BEGIN

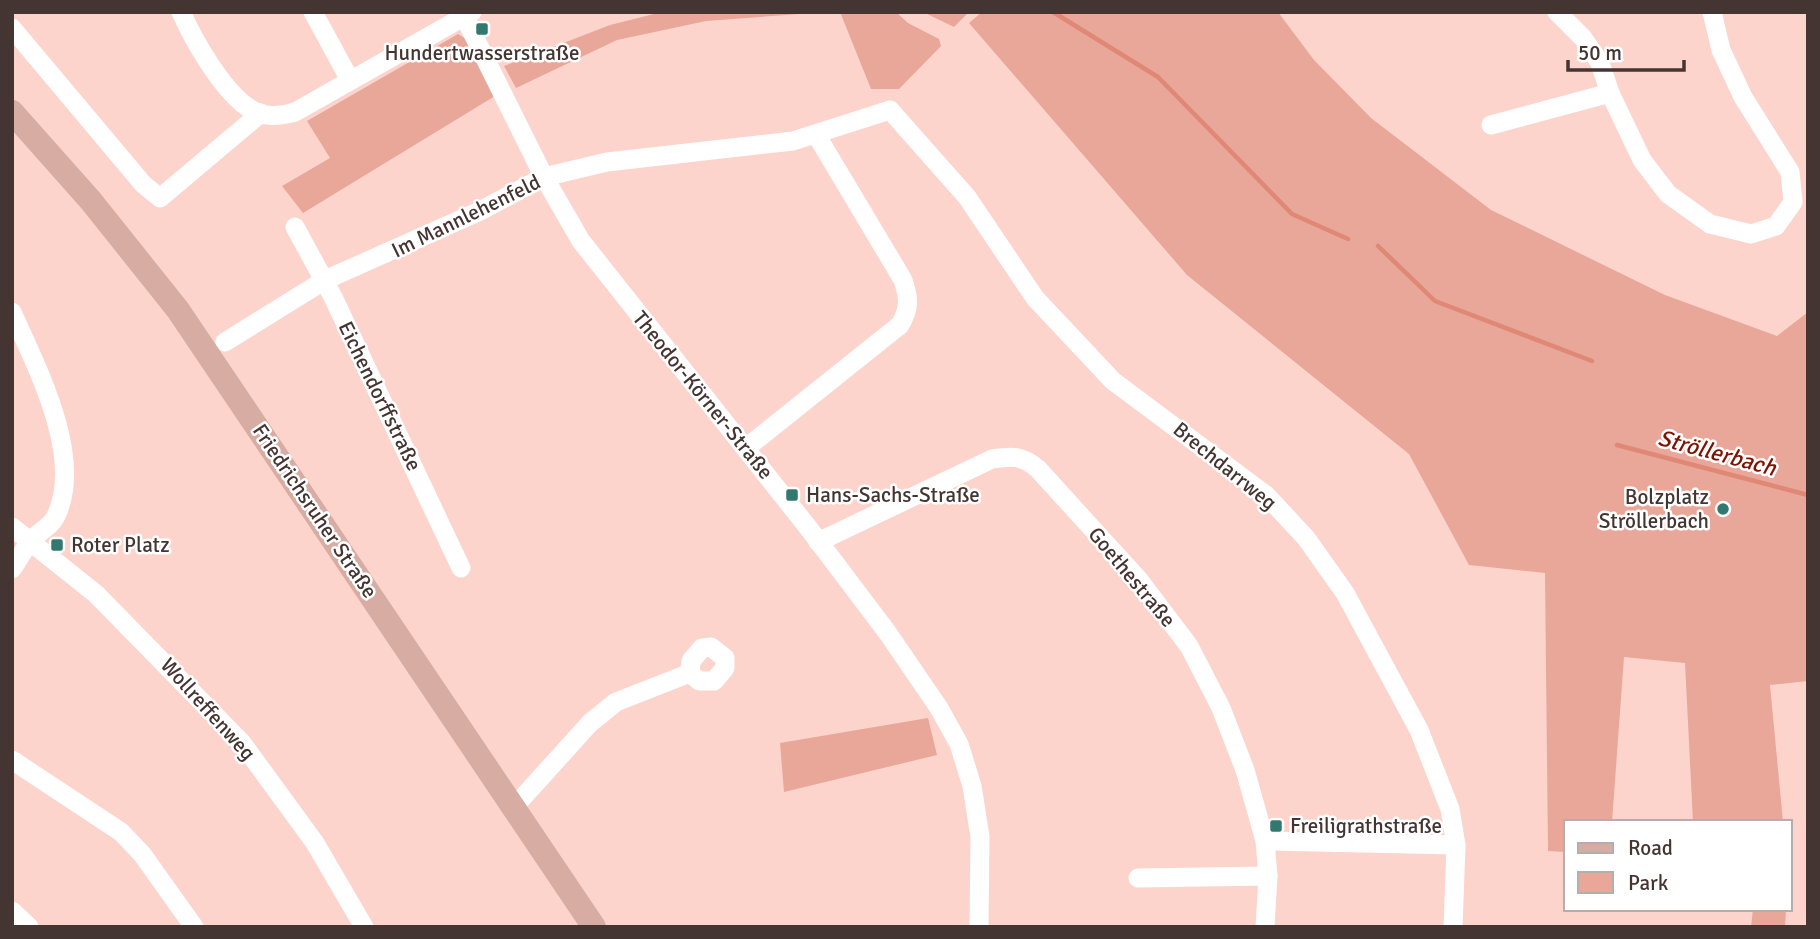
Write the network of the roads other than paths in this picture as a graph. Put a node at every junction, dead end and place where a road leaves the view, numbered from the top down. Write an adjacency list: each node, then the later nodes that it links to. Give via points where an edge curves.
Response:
1 (181, 12): 11 (street, via 213,67 236,96)
2 (313, 12): 7 (street)
3 (1557, 12): 8 (street, via 1601,63)
4 (1712, 12): 8 (street, via 1721,50 1743,97 1790,172 1793,202 1776,226 1751,234 1710,223 1668,194 1642,160)
5 (462, 15): 7 (street); 14 (street, Theodor-Körner-Straße)
6 (12, 28): 11 (street, via 143,184 160,198)
7 (350, 80): 11 (street, via 295,112 281,116)
8 (1609, 93): 12 (street)
9 (890, 110): 13 (street, Im Mannlehenfeld); 29 (street, Brechdarrweg, via 967,197 1035,298 1113,382 1266,495 1306,538 1345,593 1419,730 1451,809)
10 (12, 112): 27 (main road, Friedrichsruher Straße, via 178,310)
11 (261, 113)
12 (1492, 125)
13 (817, 136): 14 (street, Im Mannlehenfeld, via 607,162); 19 (street, via 903,280 908,311 900,325)
14 (544, 177): 16 (street, Im Mannlehenfeld, via 480,211); 19 (street, Theodor-Körner-Straße, via 580,241)
15 (295, 226): 16 (street, Eichendorffstraße)
16 (325, 280): 18 (street, Im Mannlehenfeld); 23 (street, Eichendorffstraße)
17 (12, 312): 21 (street, via 49,401 66,471 55,520)
18 (225, 342)
19 (746, 448): 22 (street, Theodor-Körner-Straße)
20 (12, 527): 21 (street, Wollreffenweg)
21 (31, 540): 24 (street); 35 (street, Wollreffenweg, via 96,594 242,743 315,843)
22 (818, 542): 28 (street, Goethestraße, via 992,459 1026,458 1139,580 1189,646 1221,708); 37 (street, Theodor-Körner-Straße, via 887,632 959,744 980,837)
23 (461, 568)
24 (12, 569)
25 (690, 673): 27 (street, via 616,702 590,723)
26 (12, 760): 34 (street, via 121,832)
27 (515, 806): 36 (main road, Friedrichsruher Straße)
28 (1265, 841): 29 (street); 30 (street, Goethestraße)
29 (1456, 845): 39 (street, Brechdarrweg)
30 (1268, 876): 31 (street); 38 (street, Goethestraße)
31 (1138, 878)
32 (12, 911): 33 (street)
33 (29, 927)
34 (194, 927)
35 (364, 927)
36 (594, 927)
37 (979, 927)
38 (1265, 927)
39 (1453, 927)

END

→ **The problem**:
A complete and exact copy of the records is required. Exclude the pictures.

→ **Response**:
Write the network of the roads other than paths in this picture as a graph. Put a node at every junction, dead end and place where a road leaves the view, numbered from the top down. Write an adjacency list: each node, then the later nodes that it links to. Give via points where an edge curves.
Response:
1 (181, 12): 11 (street, via 213,67 236,96)
2 (313, 12): 7 (street)
3 (1557, 12): 8 (street, via 1601,63)
4 (1712, 12): 8 (street, via 1721,50 1743,97 1790,172 1793,202 1776,226 1751,234 1710,223 1668,194 1642,160)
5 (462, 15): 7 (street); 14 (street, Theodor-Körner-Straße)
6 (12, 28): 11 (street, via 143,184 160,198)
7 (350, 80): 11 (street, via 295,112 281,116)
8 (1609, 93): 12 (street)
9 (890, 110): 13 (street, Im Mannlehenfeld); 29 (street, Brechdarrweg, via 967,197 1035,298 1113,382 1266,495 1306,538 1345,593 1419,730 1451,809)
10 (12, 112): 27 (main road, Friedrichsruher Straße, via 178,310)
11 (261, 113)
12 (1492, 125)
13 (817, 136): 14 (street, Im Mannlehenfeld, via 607,162); 19 (street, via 903,280 908,311 900,325)
14 (544, 177): 16 (street, Im Mannlehenfeld, via 480,211); 19 (street, Theodor-Körner-Straße, via 580,241)
15 (295, 226): 16 (street, Eichendorffstraße)
16 (325, 280): 18 (street, Im Mannlehenfeld); 23 (street, Eichendorffstraße)
17 (12, 312): 21 (street, via 49,401 66,471 55,520)
18 (225, 342)
19 (746, 448): 22 (street, Theodor-Körner-Straße)
20 (12, 527): 21 (street, Wollreffenweg)
21 (31, 540): 24 (street); 35 (street, Wollreffenweg, via 96,594 242,743 315,843)
22 (818, 542): 28 (street, Goethestraße, via 992,459 1026,458 1139,580 1189,646 1221,708); 37 (street, Theodor-Körner-Straße, via 887,632 959,744 980,837)
23 (461, 568)
24 (12, 569)
25 (690, 673): 27 (street, via 616,702 590,723)
26 (12, 760): 34 (street, via 121,832)
27 (515, 806): 36 (main road, Friedrichsruher Straße)
28 (1265, 841): 29 (street); 30 (street, Goethestraße)
29 (1456, 845): 39 (street, Brechdarrweg)
30 (1268, 876): 31 (street); 38 (street, Goethestraße)
31 (1138, 878)
32 (12, 911): 33 (street)
33 (29, 927)
34 (194, 927)
35 (364, 927)
36 (594, 927)
37 (979, 927)
38 (1265, 927)
39 (1453, 927)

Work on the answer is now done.